Paul Weller claims the Pistols stole the riff for "Holidays in the Sun" from The Jam's "In the City" but no one really cares what Paul Weller thinks anymore.


?uestlove
RP
Wears a St. Louis hat.

This made me laugh:

Henry Adaso: Realistically, how long do you think The Roots has as a group?
?uestlove: Rich [Nichols] thinks we have four more relevant records in us, before we become the Neville Brothers or the Rolling Stones.

Take that, Aaron Neville! And, the other Neville Brothers! Whoever the hell you are! The Roots are at the forefront of the burgeoning Philadelphia Hip-Hop Scene which I probably just made up right now but which seems like it should exist if only to wipe the horrible aftertaste of The Band Which I Will Not Name But Which Also Comes From Philadelphia out of my mouth. The Roots are as good as advertised. I'm even willing to forgive them for their close association with professional wigger Scott Storch. Here's a question that has (almost) nothing to do with ?uestlove - why are rappers always talking about/sampling/working with Coldplay? It's puzzling. It's as if George Clinton was constantly playing covers of songs by Bread or Air Supply.

Tuesday, March 13, 2007

Class of 1992

Brian Lara
RF

Wears a Cincinnati hat.

(Guest written by velguth)
I first started paying attention to cricket in the 1999 World Cup. Working with a New Zealander and an Indian who were big fans of their national teams, I adopted the West Indies as my team to support, largely on the grounds that they were the only team that mattered from the Western Hemisphere. Brian Lara was by far their best player, and still is. Essentially he's been the only "world class" player they've had during the last decade or so, which is kind of sad because in the past (e.g. 1980's) the West Indies were as good as anyone in world cricket.

Anyway, Lara quickly became my favorite player. He's a proud black dude with an attitude somehow more remniscent of U.S. athletes than most cricket "gentlemen". He's outspoken, often selfish, and not a particularly good leader (he was stripped of national team captaincy -- a big deal -- at least once). Vaguely Iversonian. And he's also been erratic over his career, with extended highs and extended lows, perhaps best likened to Jaromir Jagr's career arc.
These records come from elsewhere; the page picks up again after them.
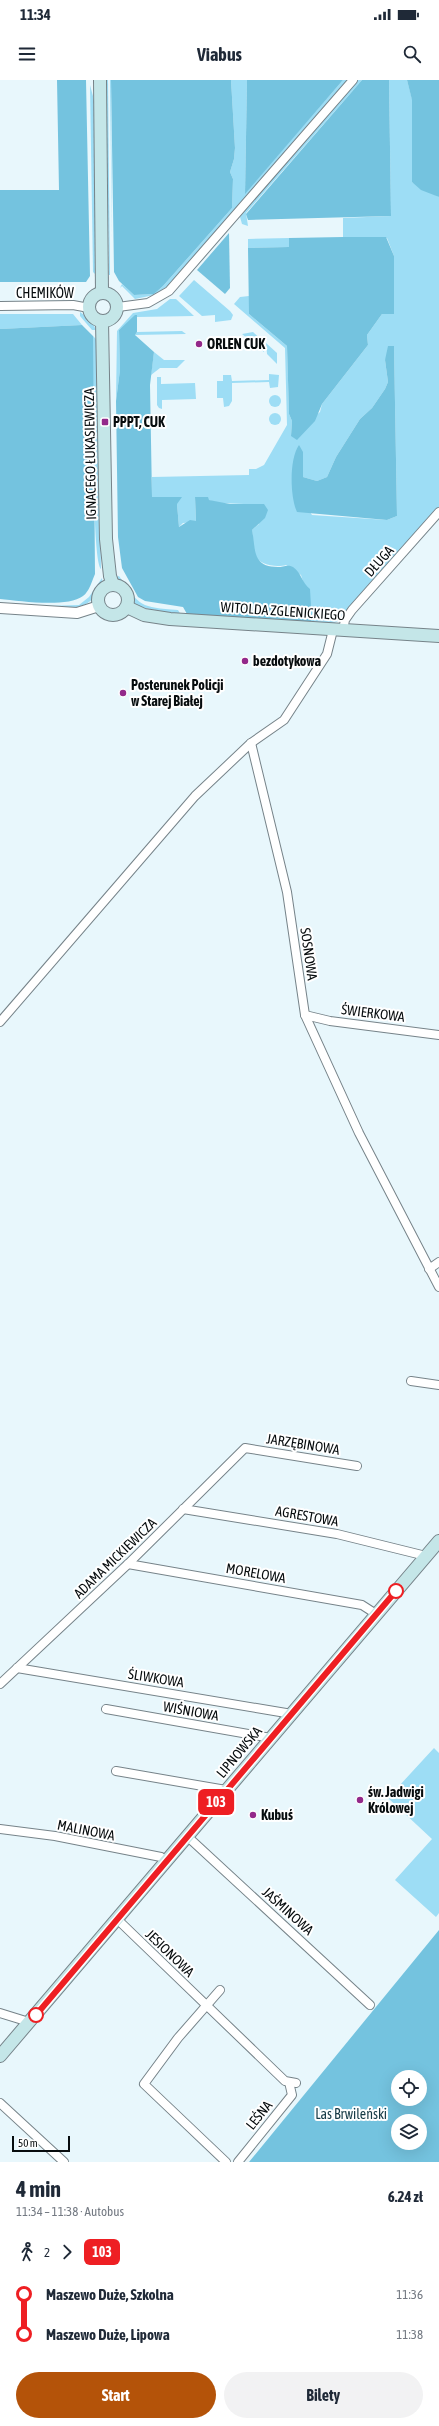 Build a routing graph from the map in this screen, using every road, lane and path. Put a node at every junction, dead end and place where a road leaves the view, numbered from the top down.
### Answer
1 (100, 80) edge
2 (353, 80) edge
3 (102, 293) junction
4 (0, 306) edge
5 (118, 306) junction
6 (89, 308) junction
7 (102, 321) junction
8 (439, 512) edge
9 (113, 585) junction
10 (99, 606) junction
11 (127, 607) junction
12 (0, 608) edge
13 (338, 630) junction
14 (439, 636) edge
15 (251, 743) junction
16 (305, 1015) junction
17 (0, 1022) edge
18 (439, 1035) edge
19 (439, 1262) edge
20 (429, 1269) junction
21 (439, 1287) edge
22 (411, 1381) dead end
23 (439, 1386) edge
24 (245, 1448) joint
25 (357, 1466) dead end
26 (183, 1509) junction
27 (439, 1541) edge
28 (426, 1556) junction
29 (128, 1564) junction
30 (376, 1614) junction
31 (17, 1668) junction
32 (0, 1684) edge
33 (106, 1709) dead end
34 (292, 1714) junction
35 (271, 1738) junction
36 (116, 1771) dead end
37 (226, 1790) junction
38 (0, 1829) edge
39 (188, 1837) junction
40 (166, 1861) junction
41 (117, 1919) junction
42 (220, 1990) dead end
43 (206, 2005) junction
44 (370, 2005) dead end
45 (0, 2012) edge
46 (29, 2022) junction
47 (0, 2056) edge
48 (292, 2083) joint
49 (0, 2103) edge
50 (64, 2162) edge
51 (226, 2162) edge
52 (238, 2162) edge

1 - 3 main road
2 - 5 street
3 - 5 main road
3 - 6 main road
4 - 6 street, CHEMIKÓW
5 - 7 main road
6 - 7 main road
7 - 9 main road, IGNACEGO ŁUKASIEWICZA
8 - 13 street, DŁUGA
9 - 10 main road
9 - 11 main road
10 - 11 main road
10 - 12 street
11 - 13 main road, WITOLDA ZGLENICKIEGO
13 - 14 main road, WITOLDA ZGLENICKIEGO
13 - 15 street
15 - 16 street, SOSNOWA
15 - 17 street
16 - 18 street, ŚWIERKOWA
16 - 20 street, SOSNOWA
19 - 20 street
20 - 21 street, SOSNOWA
22 - 23 street
24 - 25 street, JARZĘBINOWA
24 - 26 street, ADAMA MICKIEWICZA
26 - 28 street, AGRESTOWA
26 - 29 street, ADAMA MICKIEWICZA
27 - 28 main road, LIPNOWSKA
28 - 30 main road, LIPNOWSKA
29 - 30 street, MORELOWA
29 - 31 street, ADAMA MICKIEWICZA
30 - 34 main road, LIPNOWSKA
31 - 32 street, ADAMA MICKIEWICZA
31 - 34 street, ŚLIWKOWA
33 - 35 street, WIŚNIOWA
34 - 35 main road, LIPNOWSKA
35 - 37 main road, LIPNOWSKA
36 - 37 street
37 - 39 main road, LIPNOWSKA
38 - 40 street, MALINOWA
39 - 40 main road, LIPNOWSKA
39 - 44 street, JAŚMINOWA
40 - 41 main road, LIPNOWSKA
41 - 43 street, JESIONOWA
41 - 46 main road, LIPNOWSKA
42 - 43 street
43 - 48 street, JESIONOWA
43 - 51 street
45 - 46 street
46 - 47 main road, LIPNOWSKA
48 - 52 street, LEŚNA
49 - 50 street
But in his good stretches, he's a monster. At times he gets called "probably the best batsman in the world". Of the 10 greatest batting performances in the history of cricket, he probably has 3 of them (more than any other player). He periodically wins matches ENTIRELY by himself with his batting. Even when he's been scuffling for a while, every opponent fears him getting back on track that day. Basically, and I wouldn't say this about perhaps any other cricketer, he's a bad ass.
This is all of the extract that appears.